EXERCISE OBJECTIVE
A complete answer lists every line of the entries below where the string "that" appears.

SOURCE DATA
::::
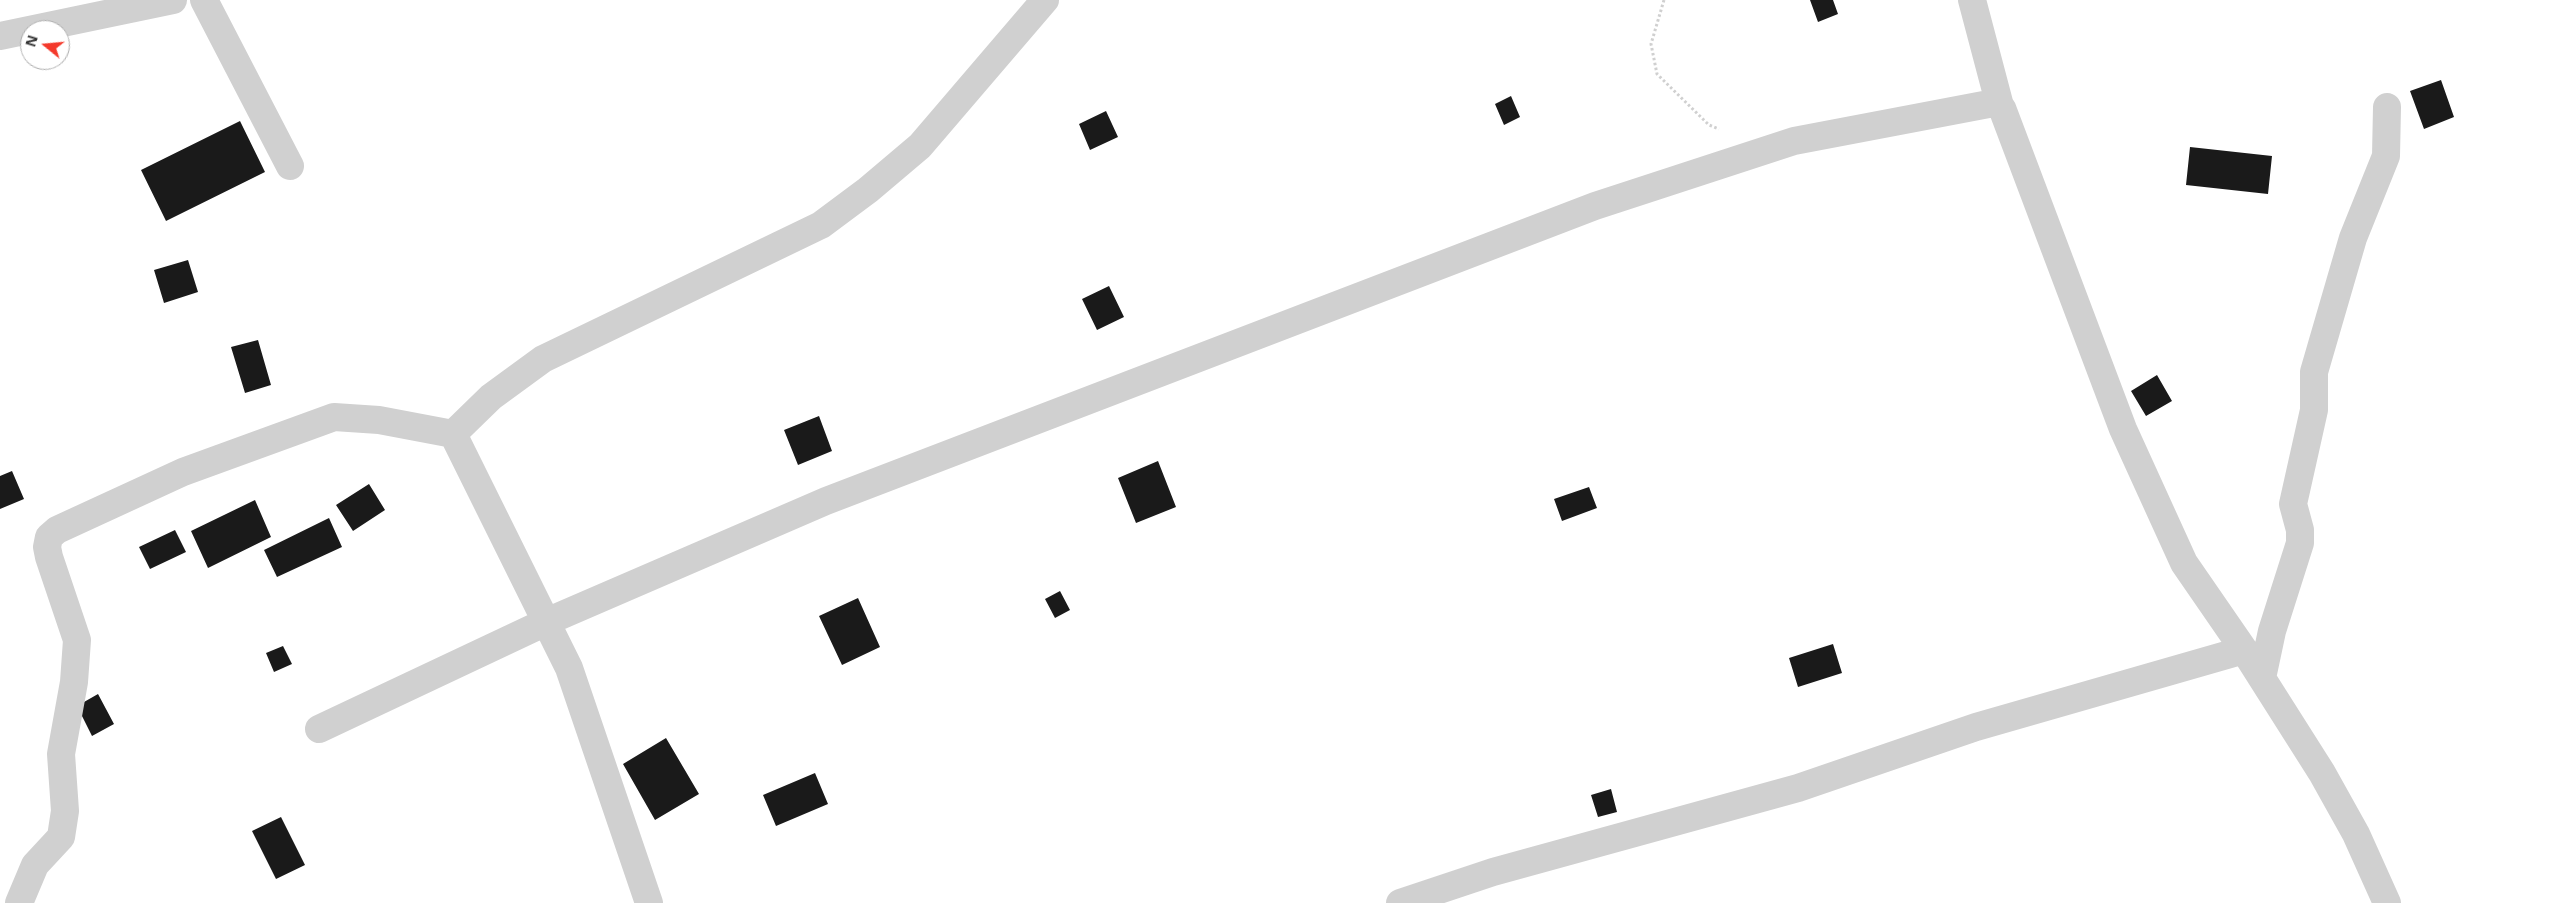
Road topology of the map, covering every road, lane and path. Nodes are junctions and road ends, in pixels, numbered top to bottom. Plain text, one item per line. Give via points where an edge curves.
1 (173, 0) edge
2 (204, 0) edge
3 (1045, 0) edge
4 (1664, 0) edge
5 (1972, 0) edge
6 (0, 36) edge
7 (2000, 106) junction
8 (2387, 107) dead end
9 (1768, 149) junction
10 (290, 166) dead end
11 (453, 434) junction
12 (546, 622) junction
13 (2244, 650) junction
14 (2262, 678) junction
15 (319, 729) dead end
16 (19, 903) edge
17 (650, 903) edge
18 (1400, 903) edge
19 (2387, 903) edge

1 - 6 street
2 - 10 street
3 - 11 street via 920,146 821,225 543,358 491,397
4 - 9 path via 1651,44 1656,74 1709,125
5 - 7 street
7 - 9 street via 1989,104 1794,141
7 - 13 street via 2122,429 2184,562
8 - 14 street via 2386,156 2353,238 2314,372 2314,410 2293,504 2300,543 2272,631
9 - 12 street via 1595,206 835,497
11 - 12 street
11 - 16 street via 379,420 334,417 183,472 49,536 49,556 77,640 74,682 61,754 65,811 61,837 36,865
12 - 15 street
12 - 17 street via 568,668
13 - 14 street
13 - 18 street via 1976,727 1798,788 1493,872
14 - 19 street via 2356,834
::::
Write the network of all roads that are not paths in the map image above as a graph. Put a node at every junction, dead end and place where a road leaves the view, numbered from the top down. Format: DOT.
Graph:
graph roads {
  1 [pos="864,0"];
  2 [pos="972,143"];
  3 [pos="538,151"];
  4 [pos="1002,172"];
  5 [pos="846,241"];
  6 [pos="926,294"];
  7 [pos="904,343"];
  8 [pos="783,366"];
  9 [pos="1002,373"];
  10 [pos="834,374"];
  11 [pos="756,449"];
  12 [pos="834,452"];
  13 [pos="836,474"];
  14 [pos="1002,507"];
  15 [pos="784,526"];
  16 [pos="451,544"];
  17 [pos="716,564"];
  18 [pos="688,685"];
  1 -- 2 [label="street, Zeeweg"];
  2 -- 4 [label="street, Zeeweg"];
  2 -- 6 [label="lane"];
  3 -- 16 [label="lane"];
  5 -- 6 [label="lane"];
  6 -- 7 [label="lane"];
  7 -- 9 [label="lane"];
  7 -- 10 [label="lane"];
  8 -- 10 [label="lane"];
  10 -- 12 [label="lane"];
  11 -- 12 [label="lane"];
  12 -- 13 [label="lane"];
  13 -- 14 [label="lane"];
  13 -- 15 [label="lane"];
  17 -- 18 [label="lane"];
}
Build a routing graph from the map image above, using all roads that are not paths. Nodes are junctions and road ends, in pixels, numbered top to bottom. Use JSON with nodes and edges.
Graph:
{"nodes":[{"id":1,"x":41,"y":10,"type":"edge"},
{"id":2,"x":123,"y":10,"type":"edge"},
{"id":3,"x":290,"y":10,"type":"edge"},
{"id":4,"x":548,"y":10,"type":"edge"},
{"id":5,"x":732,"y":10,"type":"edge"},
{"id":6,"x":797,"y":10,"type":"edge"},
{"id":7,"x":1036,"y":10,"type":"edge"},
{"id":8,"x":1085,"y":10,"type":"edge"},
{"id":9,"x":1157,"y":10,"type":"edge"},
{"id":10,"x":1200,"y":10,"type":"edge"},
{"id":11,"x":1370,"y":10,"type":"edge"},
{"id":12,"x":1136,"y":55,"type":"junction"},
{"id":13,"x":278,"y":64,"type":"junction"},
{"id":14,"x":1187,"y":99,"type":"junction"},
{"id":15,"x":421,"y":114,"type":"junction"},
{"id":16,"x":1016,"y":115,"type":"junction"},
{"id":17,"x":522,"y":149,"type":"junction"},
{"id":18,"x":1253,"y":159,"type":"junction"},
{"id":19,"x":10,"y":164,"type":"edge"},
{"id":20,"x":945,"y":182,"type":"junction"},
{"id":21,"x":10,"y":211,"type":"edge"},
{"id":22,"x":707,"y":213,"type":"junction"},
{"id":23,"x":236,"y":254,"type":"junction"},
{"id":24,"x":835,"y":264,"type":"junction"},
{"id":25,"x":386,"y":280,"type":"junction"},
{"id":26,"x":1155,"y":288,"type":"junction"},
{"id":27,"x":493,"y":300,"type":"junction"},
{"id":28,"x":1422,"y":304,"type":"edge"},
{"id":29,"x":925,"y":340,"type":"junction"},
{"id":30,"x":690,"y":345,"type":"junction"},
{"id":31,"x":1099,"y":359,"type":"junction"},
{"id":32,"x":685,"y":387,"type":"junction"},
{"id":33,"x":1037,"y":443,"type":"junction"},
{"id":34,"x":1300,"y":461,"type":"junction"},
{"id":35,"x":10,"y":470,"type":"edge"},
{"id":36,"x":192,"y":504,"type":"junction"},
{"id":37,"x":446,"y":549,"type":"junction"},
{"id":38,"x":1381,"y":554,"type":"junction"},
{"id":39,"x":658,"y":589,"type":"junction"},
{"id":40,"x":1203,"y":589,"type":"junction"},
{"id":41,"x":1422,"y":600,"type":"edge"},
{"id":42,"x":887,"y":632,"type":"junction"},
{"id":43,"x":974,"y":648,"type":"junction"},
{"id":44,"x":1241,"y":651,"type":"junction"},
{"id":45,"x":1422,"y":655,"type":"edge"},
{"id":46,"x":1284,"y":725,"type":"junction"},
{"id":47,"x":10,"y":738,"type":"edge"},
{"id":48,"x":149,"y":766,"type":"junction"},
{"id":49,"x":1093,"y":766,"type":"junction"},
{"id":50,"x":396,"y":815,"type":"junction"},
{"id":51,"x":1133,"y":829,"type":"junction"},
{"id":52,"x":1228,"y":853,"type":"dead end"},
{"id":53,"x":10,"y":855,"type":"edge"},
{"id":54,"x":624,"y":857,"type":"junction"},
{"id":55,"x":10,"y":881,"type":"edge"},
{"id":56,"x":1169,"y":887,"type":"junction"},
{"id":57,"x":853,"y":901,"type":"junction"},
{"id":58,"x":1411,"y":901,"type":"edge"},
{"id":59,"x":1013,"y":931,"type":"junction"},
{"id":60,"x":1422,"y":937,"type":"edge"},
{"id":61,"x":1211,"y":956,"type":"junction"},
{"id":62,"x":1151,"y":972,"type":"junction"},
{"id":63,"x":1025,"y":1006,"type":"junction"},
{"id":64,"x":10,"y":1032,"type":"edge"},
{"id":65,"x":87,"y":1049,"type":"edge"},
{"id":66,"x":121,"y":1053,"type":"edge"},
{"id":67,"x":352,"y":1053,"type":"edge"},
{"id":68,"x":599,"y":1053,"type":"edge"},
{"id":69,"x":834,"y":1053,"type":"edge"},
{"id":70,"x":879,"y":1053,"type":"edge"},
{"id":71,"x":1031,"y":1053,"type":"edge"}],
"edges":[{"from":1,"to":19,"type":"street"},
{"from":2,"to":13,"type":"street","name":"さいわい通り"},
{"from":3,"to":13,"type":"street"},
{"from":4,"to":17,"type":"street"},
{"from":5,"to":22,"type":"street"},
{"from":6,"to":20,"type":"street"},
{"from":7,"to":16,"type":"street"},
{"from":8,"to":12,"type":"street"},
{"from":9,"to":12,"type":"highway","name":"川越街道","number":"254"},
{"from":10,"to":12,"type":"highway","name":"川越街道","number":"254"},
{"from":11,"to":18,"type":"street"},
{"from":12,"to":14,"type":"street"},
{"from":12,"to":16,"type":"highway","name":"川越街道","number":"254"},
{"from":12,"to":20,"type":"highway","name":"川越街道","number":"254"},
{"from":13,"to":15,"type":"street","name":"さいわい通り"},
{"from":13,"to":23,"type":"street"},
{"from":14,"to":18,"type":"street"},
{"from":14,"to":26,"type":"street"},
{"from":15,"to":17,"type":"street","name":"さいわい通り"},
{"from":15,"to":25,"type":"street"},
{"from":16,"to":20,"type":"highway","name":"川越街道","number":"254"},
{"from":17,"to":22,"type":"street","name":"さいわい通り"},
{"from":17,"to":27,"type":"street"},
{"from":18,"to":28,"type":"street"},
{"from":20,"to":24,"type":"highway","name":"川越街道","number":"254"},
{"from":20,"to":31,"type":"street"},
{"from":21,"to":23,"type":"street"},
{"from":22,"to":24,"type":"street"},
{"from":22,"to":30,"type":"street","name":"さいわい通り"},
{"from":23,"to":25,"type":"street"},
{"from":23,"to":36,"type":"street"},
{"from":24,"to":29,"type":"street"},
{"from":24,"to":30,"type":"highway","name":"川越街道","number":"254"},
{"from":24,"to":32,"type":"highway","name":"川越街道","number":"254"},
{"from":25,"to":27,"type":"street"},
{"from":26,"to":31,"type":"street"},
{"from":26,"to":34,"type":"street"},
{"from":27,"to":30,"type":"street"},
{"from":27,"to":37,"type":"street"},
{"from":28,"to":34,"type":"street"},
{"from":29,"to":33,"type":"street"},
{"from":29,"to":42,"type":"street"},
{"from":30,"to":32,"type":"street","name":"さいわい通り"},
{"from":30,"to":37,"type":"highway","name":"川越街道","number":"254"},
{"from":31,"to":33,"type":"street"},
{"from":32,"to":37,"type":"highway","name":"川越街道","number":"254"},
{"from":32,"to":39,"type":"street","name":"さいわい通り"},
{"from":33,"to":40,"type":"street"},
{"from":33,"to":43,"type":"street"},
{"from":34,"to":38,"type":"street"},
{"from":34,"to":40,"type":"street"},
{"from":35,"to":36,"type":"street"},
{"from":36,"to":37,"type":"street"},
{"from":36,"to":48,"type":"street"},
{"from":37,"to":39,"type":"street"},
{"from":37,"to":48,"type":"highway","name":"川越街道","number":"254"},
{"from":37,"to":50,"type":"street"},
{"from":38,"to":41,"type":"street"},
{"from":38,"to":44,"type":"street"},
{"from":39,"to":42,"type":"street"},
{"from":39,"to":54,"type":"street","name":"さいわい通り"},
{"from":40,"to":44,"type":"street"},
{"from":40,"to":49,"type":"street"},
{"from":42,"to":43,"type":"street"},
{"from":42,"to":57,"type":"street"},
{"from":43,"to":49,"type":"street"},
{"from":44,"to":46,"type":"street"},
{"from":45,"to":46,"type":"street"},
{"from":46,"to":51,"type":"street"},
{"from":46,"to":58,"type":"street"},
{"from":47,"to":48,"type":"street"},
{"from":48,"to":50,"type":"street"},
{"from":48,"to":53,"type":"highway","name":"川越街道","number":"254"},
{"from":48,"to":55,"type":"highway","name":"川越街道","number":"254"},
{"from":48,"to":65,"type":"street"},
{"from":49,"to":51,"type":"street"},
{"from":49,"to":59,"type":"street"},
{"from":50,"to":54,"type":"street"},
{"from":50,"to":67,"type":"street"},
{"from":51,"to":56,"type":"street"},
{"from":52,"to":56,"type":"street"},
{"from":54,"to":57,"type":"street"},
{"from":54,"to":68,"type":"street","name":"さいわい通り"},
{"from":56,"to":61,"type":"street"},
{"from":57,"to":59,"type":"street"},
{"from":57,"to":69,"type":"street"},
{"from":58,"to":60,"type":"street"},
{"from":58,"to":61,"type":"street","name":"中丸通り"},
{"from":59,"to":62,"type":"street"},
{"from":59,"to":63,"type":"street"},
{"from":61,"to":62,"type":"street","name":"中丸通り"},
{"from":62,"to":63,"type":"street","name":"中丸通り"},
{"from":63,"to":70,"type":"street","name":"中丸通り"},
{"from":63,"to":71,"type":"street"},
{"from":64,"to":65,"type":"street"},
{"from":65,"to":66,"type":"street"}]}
::::
SOLUTION FOR THIS EXERCISE
Write the network of all roads that are not paths in the map image above as a graph. Put a node at every junction, dead end and place where a road leaves the view, numbered from the top down. Format: DOT.
Build a routing graph from the map image above, using all roads that are not paths. Nodes are junctions and road ends, in pixels, numbered top to bottom. Use JSON with nodes and edges.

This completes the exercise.